I have a question about jobs that contains multiple join stages and their partition...

Actually, I have a PX job that contains 2 join stages (left outer join). I've set the partitionning on both stages to Hash...

The first Join has 5 keys... Key1,Key2,Key3,Key4,Key5 on the two input links. I used these keys for partitionning as well.

The second has 4 keys... the keys of the partition is a subset of the first join... Key1,Key2,Key3,Key4 (these keys are used for both, partitionning and key of the join).

It seems that if I do not check the option Perform sort on the second join stage... it does not find the corresponding record in the right part of the join (but it is there and the key definition is good)...

In other jobs, I use to have more than one join stage... but they don't have the same keys... So I didn't need to check this option on... and it always worked fine...

This is weird... I tough by partitionning correctly the join stage, it should always work fine??? Is this a Datastage bug???

Thanks.
Math

thompsonp · Post by **thompsonp** » Thu Jun 08, 2006 6:01 am

No it is not a bug.

You do not need to partition by all 5 keys in the first job (but they must be sorted by all 5). The aim is to partition as infrequently as possible to meet the needs of each stage and get a good spread of data across nodes.

Try partitioning by fields 1 to 4 in the first join and sorting by all 5 fields. Set partitioning to SAME in the 2nd join.

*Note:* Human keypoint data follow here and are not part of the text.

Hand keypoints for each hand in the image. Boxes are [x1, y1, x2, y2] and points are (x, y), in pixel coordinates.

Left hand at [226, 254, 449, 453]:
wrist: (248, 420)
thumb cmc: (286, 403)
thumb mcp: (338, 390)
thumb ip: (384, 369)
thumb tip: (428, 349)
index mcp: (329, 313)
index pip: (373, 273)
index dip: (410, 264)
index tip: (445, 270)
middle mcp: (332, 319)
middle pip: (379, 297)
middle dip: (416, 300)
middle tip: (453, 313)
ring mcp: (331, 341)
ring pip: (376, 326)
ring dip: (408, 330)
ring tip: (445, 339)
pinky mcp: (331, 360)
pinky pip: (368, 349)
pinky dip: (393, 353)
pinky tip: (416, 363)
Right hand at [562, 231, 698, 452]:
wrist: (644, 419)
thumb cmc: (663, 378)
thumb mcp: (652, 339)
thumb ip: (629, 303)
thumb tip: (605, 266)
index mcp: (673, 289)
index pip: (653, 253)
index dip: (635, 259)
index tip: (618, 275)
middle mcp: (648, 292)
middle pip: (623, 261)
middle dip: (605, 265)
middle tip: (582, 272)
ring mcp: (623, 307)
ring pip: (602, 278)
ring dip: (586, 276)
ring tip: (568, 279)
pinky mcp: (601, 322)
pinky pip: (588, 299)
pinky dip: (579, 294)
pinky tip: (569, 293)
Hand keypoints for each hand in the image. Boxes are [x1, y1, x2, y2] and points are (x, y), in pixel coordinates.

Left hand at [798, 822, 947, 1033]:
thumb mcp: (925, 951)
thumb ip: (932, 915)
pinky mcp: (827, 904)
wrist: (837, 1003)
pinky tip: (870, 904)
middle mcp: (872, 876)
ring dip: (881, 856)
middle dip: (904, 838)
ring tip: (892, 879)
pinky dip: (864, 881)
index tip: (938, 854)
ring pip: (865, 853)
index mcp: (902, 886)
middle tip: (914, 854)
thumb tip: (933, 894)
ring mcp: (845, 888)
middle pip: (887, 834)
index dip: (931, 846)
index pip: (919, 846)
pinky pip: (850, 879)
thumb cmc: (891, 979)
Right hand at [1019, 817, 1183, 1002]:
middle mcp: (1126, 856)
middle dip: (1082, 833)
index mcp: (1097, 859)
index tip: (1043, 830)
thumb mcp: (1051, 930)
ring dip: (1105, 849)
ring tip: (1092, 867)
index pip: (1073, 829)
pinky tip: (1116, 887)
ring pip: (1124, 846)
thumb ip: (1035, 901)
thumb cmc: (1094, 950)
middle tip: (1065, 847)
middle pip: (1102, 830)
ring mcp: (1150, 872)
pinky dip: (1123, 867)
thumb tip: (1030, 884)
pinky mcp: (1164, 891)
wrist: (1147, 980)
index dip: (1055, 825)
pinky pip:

kumar_s · Post by **kumar_s** » Thu Jun 08, 2006 8:10 am

Say you have four nodes. And the data for the first join be,

key1 key2 key3 key4 key5
w x y z 1
w x y z 2
w x y z 3
w x y z 4

If you make hash partition on all the 5 keys, each record will go into each partion (most probably). If you make hash partiton on first four records all the above four recod will go into a single partion.
And that is the reason you dont find the match for four records execpt one, in the second join (if the subset of keys is chosed).